A todo lo anterior hay que añadir su destacada contribución al debate público con más de 300 columnas escritas en los principales periódicos españoles. Tampoco es de extrañar esta intensa actividad del profesor Lamo de Espinosa hacia el mundo de la opinión publicada. En efecto, lejos de entender que la sociología se reduce a una buena explicación dirigida a la torre de marfil en la que en demasía vivimos los científicos, la concibe como una forma de acercar sus resultados a un público culto que ya es muy numeroso. Haciendo nuestro su planteamiento, puede sostenerse que los sociólogos no solo debemos escribir para nuestros colegas sino también para audiencias que son cada vez más masivas y más cultas, y que en alguna medida lo son por conocer nuestros hallazgos e ideas. En buena lógica reflexivista, el profesor Emilio Lamo de Espinosa diría que los sociólogos describimos la realidad social pero, sobre todo, somos el instrumento del que se vale esa realidad para autoconocerse.

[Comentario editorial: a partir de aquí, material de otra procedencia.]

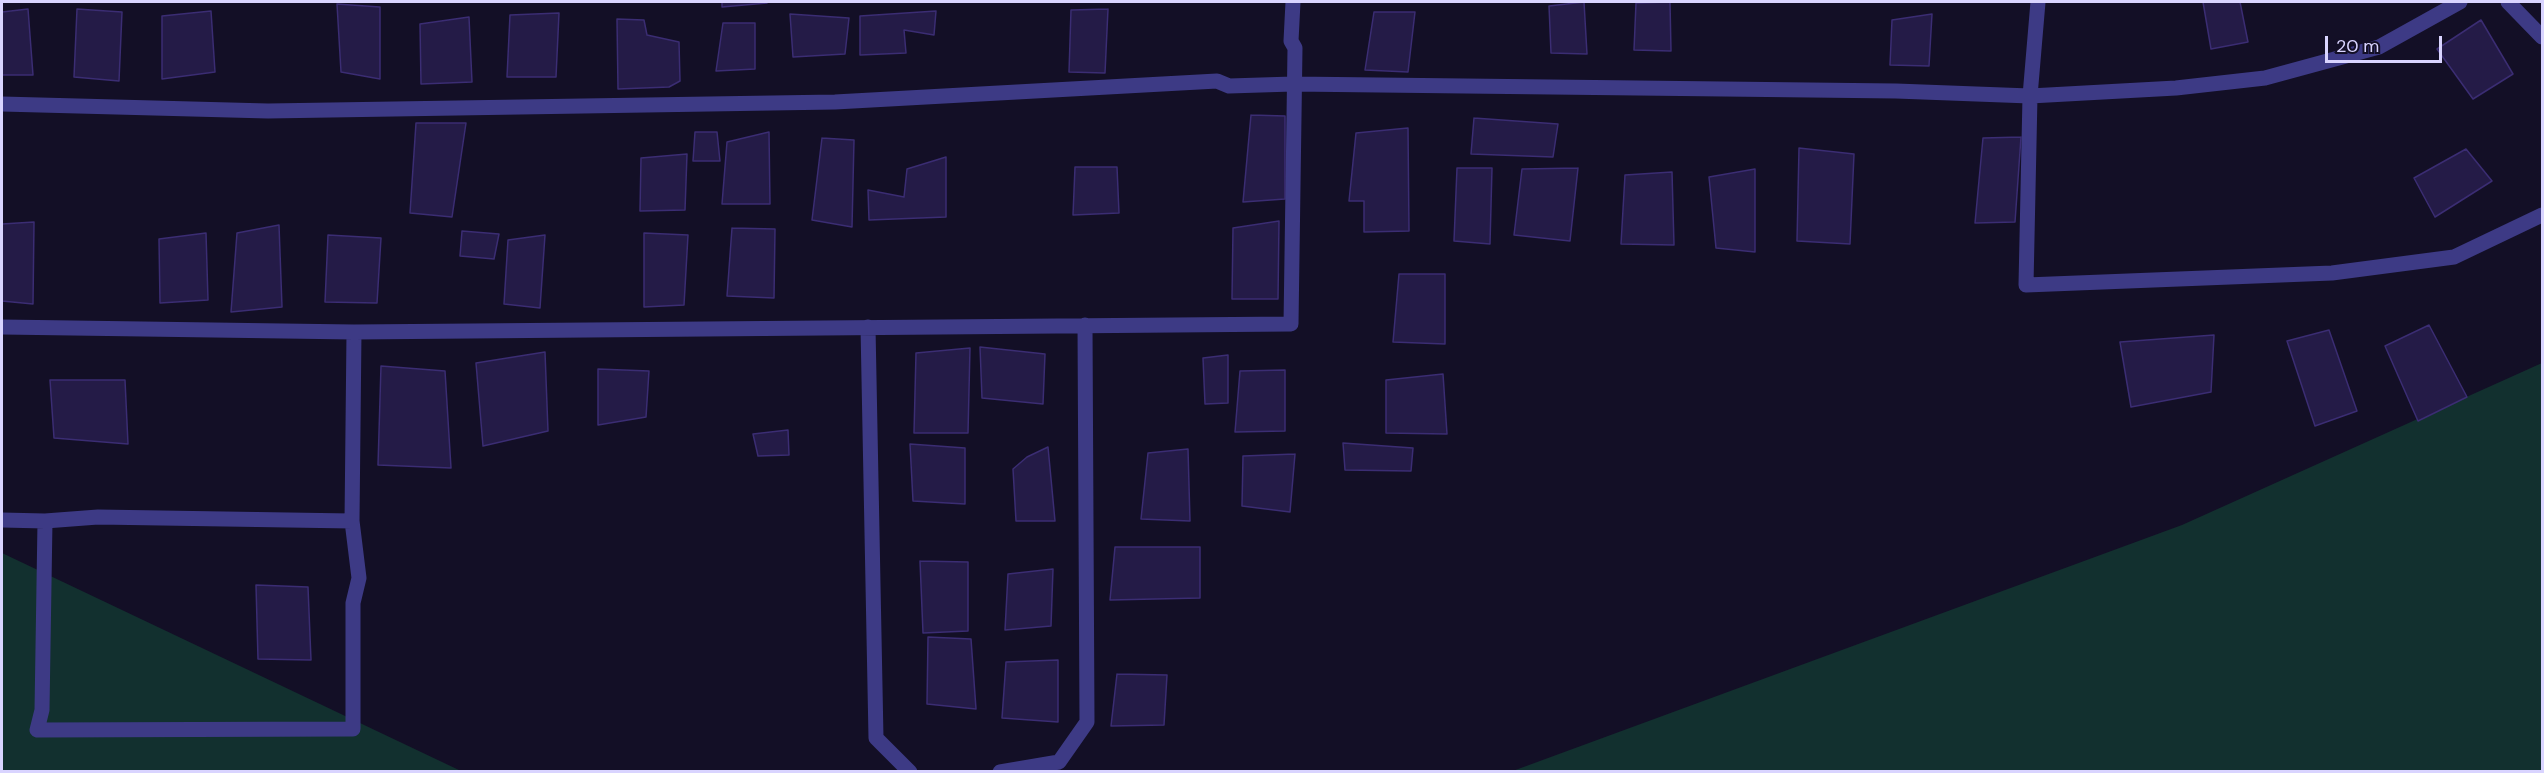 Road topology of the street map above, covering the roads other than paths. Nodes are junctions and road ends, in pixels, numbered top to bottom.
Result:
1 (1293, 2) edge
2 (2038, 2) edge
3 (2460, 2) edge
4 (2508, 2) edge
5 (2542, 37) edge
6 (1293, 84) junction
7 (2030, 96) junction
8 (2, 104) edge
9 (2542, 215) edge
10 (1085, 325) junction
11 (2, 327) edge
12 (868, 327) junction
13 (354, 332) junction
14 (2, 520) edge
15 (45, 521) junction
16 (352, 521) junction
17 (910, 771) edge
18 (1000, 771) edge

1 - 6 street
2 - 7 street
3 - 7 street
4 - 5 street
6 - 7 street
6 - 8 street
6 - 10 street
7 - 9 street
10 - 12 street
10 - 18 street
11 - 13 street
12 - 13 street
12 - 17 street
13 - 16 street
14 - 15 street
15 - 16 street
15 - 16 street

Estas líneas, que permiten la gozosa oportunidad de glosar el trabajo y la trayectoria académica y profesional del profesor Lamo de Espinosa, ponen de manifiesto que no es necesario que opere el conocido Efecto Mateo para que su nombre y su obra se hayan convertido ya en piedra miliar del camino que los científicos de la comunidad española de ciencias sociales recorremos en nuestro cotidiano intento de contribuir al progreso del conocimiento de la realidad social. Por todo ello, y en nombre de todos los colegas, discípulos y amigos, muchas gracias querido Emilio.